A required N × I matrix or data.frame consisting of the responses of N individuals to I items.

fa

A string that determines the method used to obtain eigenvalues in PA. If "pc", it represents Principal Component Analysis (PCA); if "fa", it represents Principal Axis Factoring (a widely used Factor Analysis method; @seealso factor.analysis; Auerswald & Moshagen, 2019). (Default = "pc")

nfact

A numeric value that specifies the number of factors to extract, only effective when fa = 'fa'. (Default = 1)

cor.type

A character string indicating which correlation coefficient (or covariance) is to be computed. One of "pearson" (default), "kendall", or "spearman". @seealso cor.

use

an optional character string giving a method for computing covariances in the presence of missing values. This must be one of the strings "everything", "all.obs", "complete.obs", "na.or.complete", or "pairwise.complete.obs" (default). @seealso cor.

vis

A Boolean variable that will print the factor retention results when set to TRUE, and will not print when set to FALSE. (default = TRUE)

plot

A Boolean variable that will print the STOC plot when set to TRUE, and will not print it when set to FALSE. @seealso plot.STOC. (Default = TRUE)

Value

An object of class STOC, which is a list containing the following components:

nfact

The number of factors to retain by both Optimal Coordinate and PA.

nfact.STOC

The number of factors to retain only by Optimal Coordinate.

nfact.PA

The number of factors to retain only by PA.

fa

Indicates the method used to obtain eigenvalues. 'pc' represents Principal Component Analysis, and 'fa' represents Principal Axis Factoring.

eigen.value

A vector containing the empirical eigenvalues.

eigen.ref

A vector containing the reference eigenvalues by both Optimal Coordinate and PA.

References

Raiche, G., Walls, T. A., Magis, D., Riopel, M., & Blais, J.-G. (2013).

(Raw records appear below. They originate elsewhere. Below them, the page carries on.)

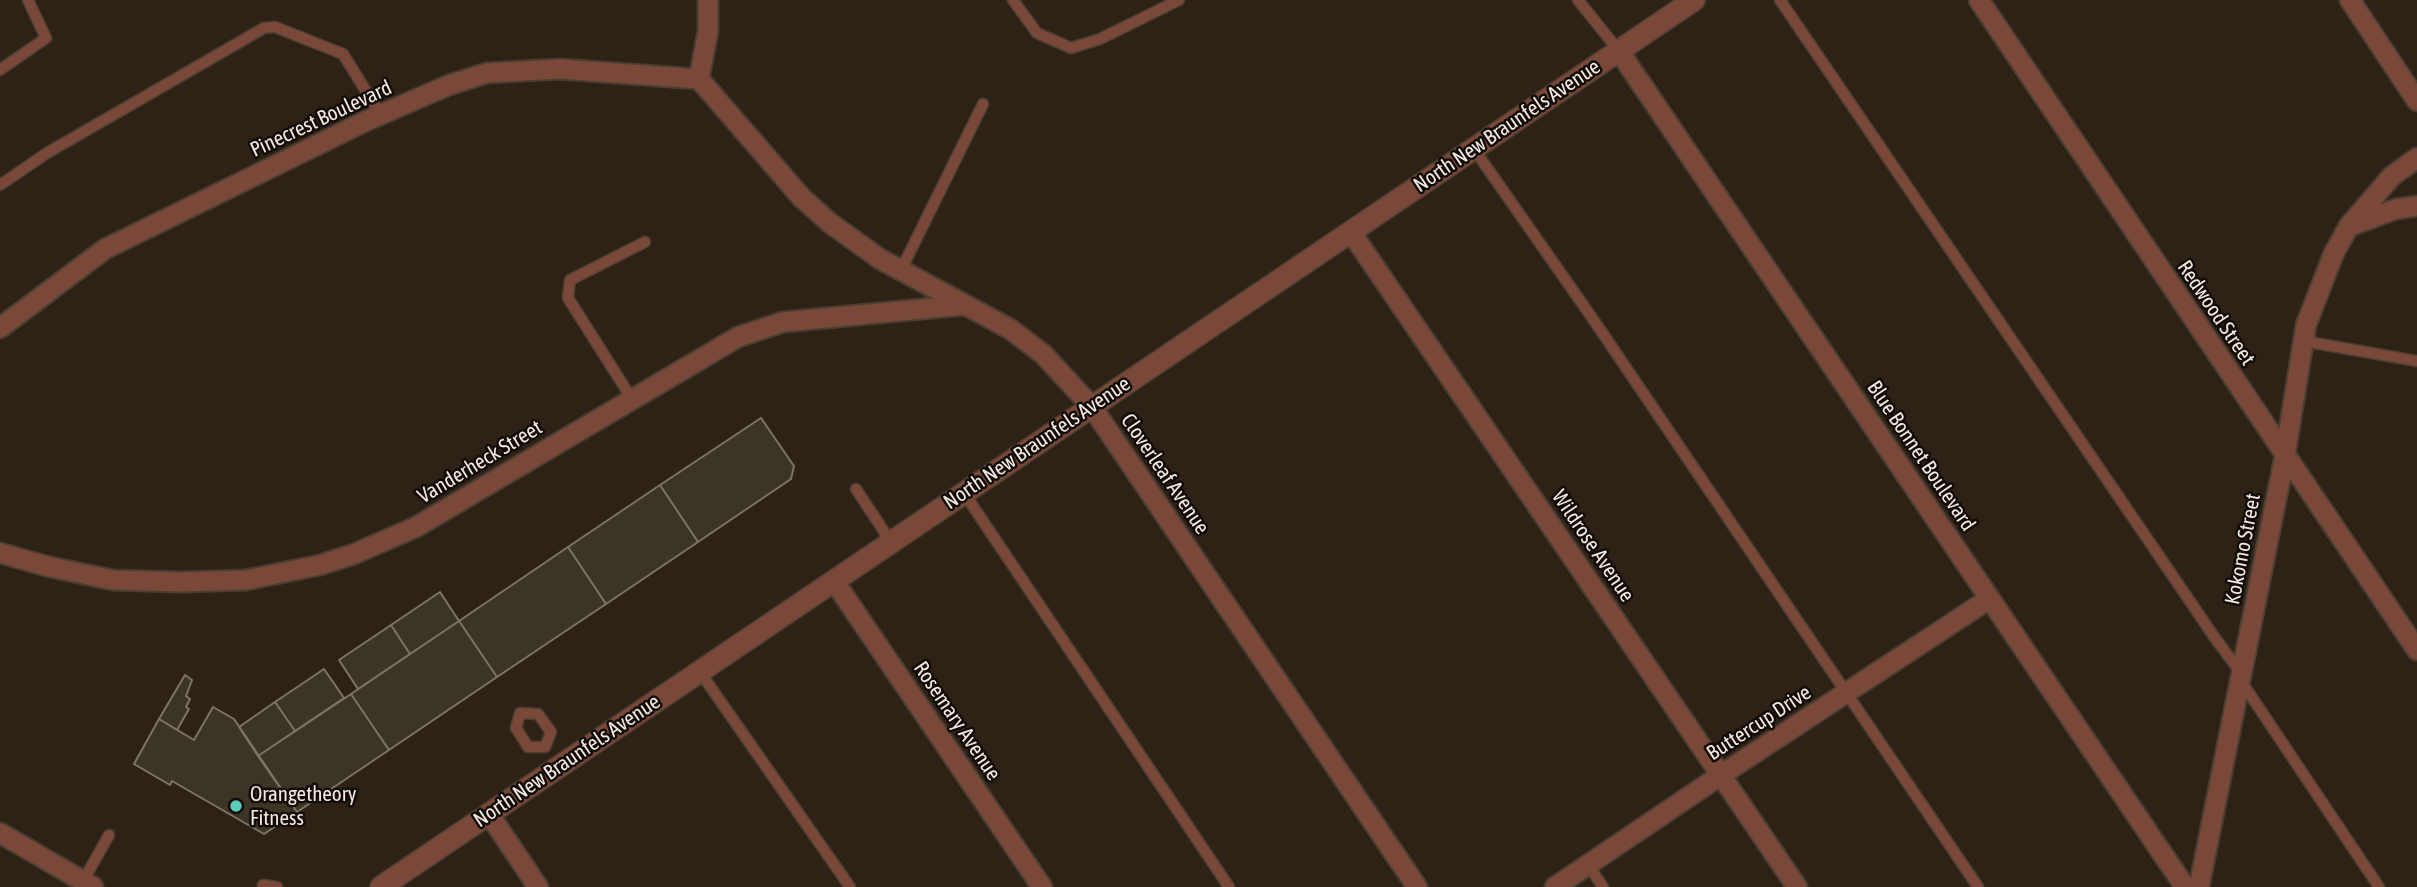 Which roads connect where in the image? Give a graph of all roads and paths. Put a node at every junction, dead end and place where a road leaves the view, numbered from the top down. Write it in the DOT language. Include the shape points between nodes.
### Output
graph roads {
  1 [pos="28,0"];
  2 [pos="708,0"];
  3 [pos="1013,0"];
  4 [pos="1179,0"];
  5 [pos="1578,0"];
  6 [pos="1694,0"];
  7 [pos="1780,0"];
  8 [pos="1979,0"];
  9 [pos="2350,0"];
  10 [pos="1619,51"];
  11 [pos="0,71"];
  12 [pos="699,79"];
  13 [pos="2417,101"];
  14 [pos="983,104"];
  15 [pos="381,115"];
  16 [pos="1474,148"];
  17 [pos="2417,158"];
  18 [pos="0,185"];
  19 [pos="2417,206"];
  20 [pos="2349,226"];
  21 [pos="1351,232"];
  22 [pos="645,242"];
  23 [pos="901,270"];
  24 [pos="965,305"];
  25 [pos="0,328"];
  26 [pos="2303,341"];
  27 [pos="2417,361"];
  28 [pos="632,399"];
  29 [pos="1092,407"];
  30 [pos="2285,455"];
  31 [pos="856,489"];
  32 [pos="964,493"];
  33 [pos="891,542"];
  34 [pos="0,553"];
  35 [pos="834,581"];
  36 [pos="1989,599"];
  37 [pos="2417,648"];
  38 [pos="700,671"];
  39 [pos="2241,677"];
  40 [pos="1847,692"];
  41 [pos="545,747"];
  42 [pos="559,767"];
  43 [pos="1721,775"];
  44 [pos="489,814"];
  45 [pos="0,833"];
  46 [pos="109,835"];
  47 [pos="1588,865"];
  48 [pos="80,883"];
  49 [pos="263,887"];
  50 [pos="277,887"];
  51 [pos="381,887"];
  52 [pos="538,887"];
  53 [pos="850,887"];
  54 [pos="1042,887"];
  55 [pos="1229,887"];
  56 [pos="1417,887"];
  57 [pos="1555,887"];
  58 [pos="1603,887"];
  59 [pos="1797,887"];
  60 [pos="1978,887"];
  61 [pos="2185,887"];
  62 [pos="2199,887"];
  63 [pos="2379,887"];
  1 -- 11 [label="lane" via="46,38"];
  2 -- 12 [label="street" via="708,31"];
  3 -- 4 [label="lane" via="1037,33 1071,48 1100,39"];
  5 -- 10 [label="lane"];
  6 -- 10 [label="street, North New Braunfels Avenue"];
  7 -- 39 [label="lane"];
  8 -- 30 [label="street, Redwood Street"];
  9 -- 13 [label="street"];
  10 -- 16 [label="street, North New Braunfels Avenue"];
  10 -- 36 [label="street, Blue Bonnet Boulevard"];
  12 -- 15 [label="street, Pinecrest Boulevard" via="560,69 487,73"];
  12 -- 23 [label="street, Cloverleaf Avenue" via="802,198 830,223"];
  14 -- 23 [label="lane"];
  15 -- 18 [label="lane" via="343,54 275,27 264,29 47,153"];
  15 -- 25 [label="street, Pinecrest Boulevard" via="105,249"];
  16 -- 21 [label="street, North New Braunfels Avenue"];
  16 -- 40 [label="lane"];
  17 -- 20 [label="street, Kokomo Street" via="2392,176"];
  19 -- 20 [label="street"];
  20 -- 26 [label="street, Kokomo Street" via="2334,253"];
  21 -- 29 [label="street, North New Braunfels Avenue"];
  21 -- 43 [label="street, Wildrose Avenue"];
  22 -- 28 [label="lane" via="569,280 568,298"];
  23 -- 24 [label="street, Cloverleaf Avenue"];
  24 -- 28 [label="street, Vanderheck Street" via="783,322 738,338"];
  24 -- 29 [label="street, Cloverleaf Avenue" via="1031,344"];
  26 -- 27 [label="lane"];
  26 -- 30 [label="street, Kokomo Street"];
  28 -- 34 [label="street, Vanderheck Street" via="416,527 320,565 246,580 113,580"];
  29 -- 32 [label="street, North New Braunfels Avenue"];
  29 -- 56 [label="street, Cloverleaf Avenue"];
  30 -- 37 [label="street, Redwood Street"];
  30 -- 39 [label="street, Kokomo Street"];
  31 -- 33 [label="lane"];
  32 -- 33 [label="street, North New Braunfels Avenue"];
  32 -- 55 [label="lane"];
  33 -- 35 [label="street, North New Braunfels Avenue"];
  35 -- 38 [label="street, North New Braunfels Avenue"];
  35 -- 54 [label="street, Rosemary Avenue"];
  36 -- 40 [label="street, Buttercup Drive"];
  36 -- 61 [label="street, Blue Bonnet Boulevard"];
  38 -- 42 [label="street, North New Braunfels Avenue"];
  38 -- 53 [label="lane"];
  39 -- 62 [label="street, Kokomo Street"];
  39 -- 63 [label="lane"];
  40 -- 43 [label="street, Buttercup Drive"];
  40 -- 60 [label="lane"];
  41 -- 42 [label="lane"];
  42 -- 44 [label="street, North New Braunfels Avenue"];
  43 -- 47 [label="street, Buttercup Drive"];
  43 -- 59 [label="street, Wildrose Avenue"];
  44 -- 51 [label="street, North New Braunfels Avenue"];
  44 -- 52 [label="street"];
  45 -- 48 [label="street"];
  46 -- 48 [label="lane"];
  47 -- 57 [label="street, Buttercup Drive"];
  47 -- 58 [label="lane"];
  49 -- 50 [label="lane"];
}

Non-graphical solutions for Cattell's scree test. Methodology, 9(1), 23-29. https://doi.org/10.1027/1614-2241/a000051

Goretzko, D. (2025). How many factors to retain in exploratory factor analysis? A critical overview of factor retention methods. Psychological methods, Advance online publication. https://doi.org/10.1037/met0000733

See also

STOC

Examples

library(EFAfactors)
set.seed(123)

##Take the data.bfi dataset as an example.
data(data.bfi)

response <- as.matrix(data.bfi[, 1:25]) ## loading data
response <- na.omit(response) ## Remove samples with NA/missing values

## Transform the scores of reverse-scored items to normal scoring
response[, c(1, 9, 10, 11, 12, 22, 25)] <- 6 - response[, c(1, 9, 10, 11, 12, 22, 25)] + 1

# \donttest{
 STOC.obj <- STOC(response, plot=FALSE)
#> The number of factors suggested by STOC is 5 .

 ## STOC plot
 plot(STOC.obj)


# }